TASK ITEM: Lines of the listing below that contain the string "Селигерская" are to be returned.

- - - - - - -

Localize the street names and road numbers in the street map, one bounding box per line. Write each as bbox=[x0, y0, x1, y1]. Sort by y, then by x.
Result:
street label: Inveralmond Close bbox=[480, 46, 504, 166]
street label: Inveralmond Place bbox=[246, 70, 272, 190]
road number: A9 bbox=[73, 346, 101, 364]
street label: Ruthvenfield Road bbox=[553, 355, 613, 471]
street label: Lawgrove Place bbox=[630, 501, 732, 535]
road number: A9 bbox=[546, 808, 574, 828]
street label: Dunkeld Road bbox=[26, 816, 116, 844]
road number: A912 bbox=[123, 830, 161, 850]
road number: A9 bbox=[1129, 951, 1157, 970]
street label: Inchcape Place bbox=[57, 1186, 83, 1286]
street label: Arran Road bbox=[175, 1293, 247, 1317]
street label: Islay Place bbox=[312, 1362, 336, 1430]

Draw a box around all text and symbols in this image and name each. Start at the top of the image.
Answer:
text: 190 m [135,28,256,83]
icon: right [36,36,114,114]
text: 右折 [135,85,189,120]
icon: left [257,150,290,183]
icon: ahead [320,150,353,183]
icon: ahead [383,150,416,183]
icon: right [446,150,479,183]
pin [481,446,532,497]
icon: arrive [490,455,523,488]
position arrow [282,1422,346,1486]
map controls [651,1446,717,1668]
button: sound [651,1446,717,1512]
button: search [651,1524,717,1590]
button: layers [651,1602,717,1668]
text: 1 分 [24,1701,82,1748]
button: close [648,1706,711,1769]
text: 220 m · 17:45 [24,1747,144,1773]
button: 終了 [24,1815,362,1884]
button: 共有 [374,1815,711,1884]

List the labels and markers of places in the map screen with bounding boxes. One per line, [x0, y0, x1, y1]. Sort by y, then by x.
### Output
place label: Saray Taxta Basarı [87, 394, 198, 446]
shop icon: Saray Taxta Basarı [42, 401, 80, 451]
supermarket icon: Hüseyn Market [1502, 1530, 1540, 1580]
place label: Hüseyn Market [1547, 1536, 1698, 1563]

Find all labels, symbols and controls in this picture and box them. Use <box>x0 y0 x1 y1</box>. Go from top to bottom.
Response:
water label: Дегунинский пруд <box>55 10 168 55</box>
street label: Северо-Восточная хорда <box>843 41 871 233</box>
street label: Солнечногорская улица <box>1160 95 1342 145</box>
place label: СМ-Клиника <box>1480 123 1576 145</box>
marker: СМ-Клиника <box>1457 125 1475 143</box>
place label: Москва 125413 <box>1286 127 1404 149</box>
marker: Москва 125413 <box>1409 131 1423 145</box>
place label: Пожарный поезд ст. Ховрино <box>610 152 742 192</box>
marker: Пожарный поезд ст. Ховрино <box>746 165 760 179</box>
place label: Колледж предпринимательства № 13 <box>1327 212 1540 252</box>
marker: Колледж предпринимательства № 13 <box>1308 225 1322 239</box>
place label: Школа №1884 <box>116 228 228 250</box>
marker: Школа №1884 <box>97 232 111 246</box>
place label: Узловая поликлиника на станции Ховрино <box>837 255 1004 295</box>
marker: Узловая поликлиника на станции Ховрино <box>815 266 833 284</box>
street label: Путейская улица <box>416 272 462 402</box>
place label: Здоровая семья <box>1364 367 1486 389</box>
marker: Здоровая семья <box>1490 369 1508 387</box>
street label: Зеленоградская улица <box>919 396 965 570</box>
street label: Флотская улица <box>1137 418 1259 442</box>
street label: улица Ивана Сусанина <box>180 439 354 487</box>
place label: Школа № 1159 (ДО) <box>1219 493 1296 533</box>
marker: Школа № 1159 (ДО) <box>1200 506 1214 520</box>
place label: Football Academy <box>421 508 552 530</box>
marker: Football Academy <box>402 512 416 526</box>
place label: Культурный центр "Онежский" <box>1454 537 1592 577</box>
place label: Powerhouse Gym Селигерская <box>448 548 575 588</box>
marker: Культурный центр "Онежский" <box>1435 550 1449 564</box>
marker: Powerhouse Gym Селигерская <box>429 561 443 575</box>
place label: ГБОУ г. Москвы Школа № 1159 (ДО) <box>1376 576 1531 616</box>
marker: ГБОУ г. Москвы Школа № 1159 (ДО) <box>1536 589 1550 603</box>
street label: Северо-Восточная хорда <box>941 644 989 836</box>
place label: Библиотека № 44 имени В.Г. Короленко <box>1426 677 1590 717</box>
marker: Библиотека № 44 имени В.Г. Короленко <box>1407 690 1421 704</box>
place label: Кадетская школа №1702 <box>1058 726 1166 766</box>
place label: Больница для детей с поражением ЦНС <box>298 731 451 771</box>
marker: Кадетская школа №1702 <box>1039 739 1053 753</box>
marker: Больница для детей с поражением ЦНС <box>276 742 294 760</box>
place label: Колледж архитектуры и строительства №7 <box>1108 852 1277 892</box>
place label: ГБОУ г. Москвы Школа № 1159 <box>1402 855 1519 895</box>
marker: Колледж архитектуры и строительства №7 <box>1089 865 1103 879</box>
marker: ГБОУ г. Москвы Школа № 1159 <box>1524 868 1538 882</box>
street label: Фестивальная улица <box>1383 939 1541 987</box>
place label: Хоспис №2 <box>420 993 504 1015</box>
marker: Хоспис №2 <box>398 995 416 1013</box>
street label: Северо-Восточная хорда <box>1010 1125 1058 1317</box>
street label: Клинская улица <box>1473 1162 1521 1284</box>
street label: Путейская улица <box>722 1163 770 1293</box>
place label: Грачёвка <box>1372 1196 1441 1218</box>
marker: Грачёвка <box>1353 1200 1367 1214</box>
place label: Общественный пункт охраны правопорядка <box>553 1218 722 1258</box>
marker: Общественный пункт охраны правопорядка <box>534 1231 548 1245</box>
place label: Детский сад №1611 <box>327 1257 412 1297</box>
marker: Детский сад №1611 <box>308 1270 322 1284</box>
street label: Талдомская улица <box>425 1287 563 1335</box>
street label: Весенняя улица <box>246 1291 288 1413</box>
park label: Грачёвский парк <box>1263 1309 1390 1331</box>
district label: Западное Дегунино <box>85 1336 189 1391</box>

- - - - - - -

ANSWER SPACE:
place label: Powerhouse Gym Селигерская <box>448 548 575 588</box>
marker: Powerhouse Gym Селигерская <box>429 561 443 575</box>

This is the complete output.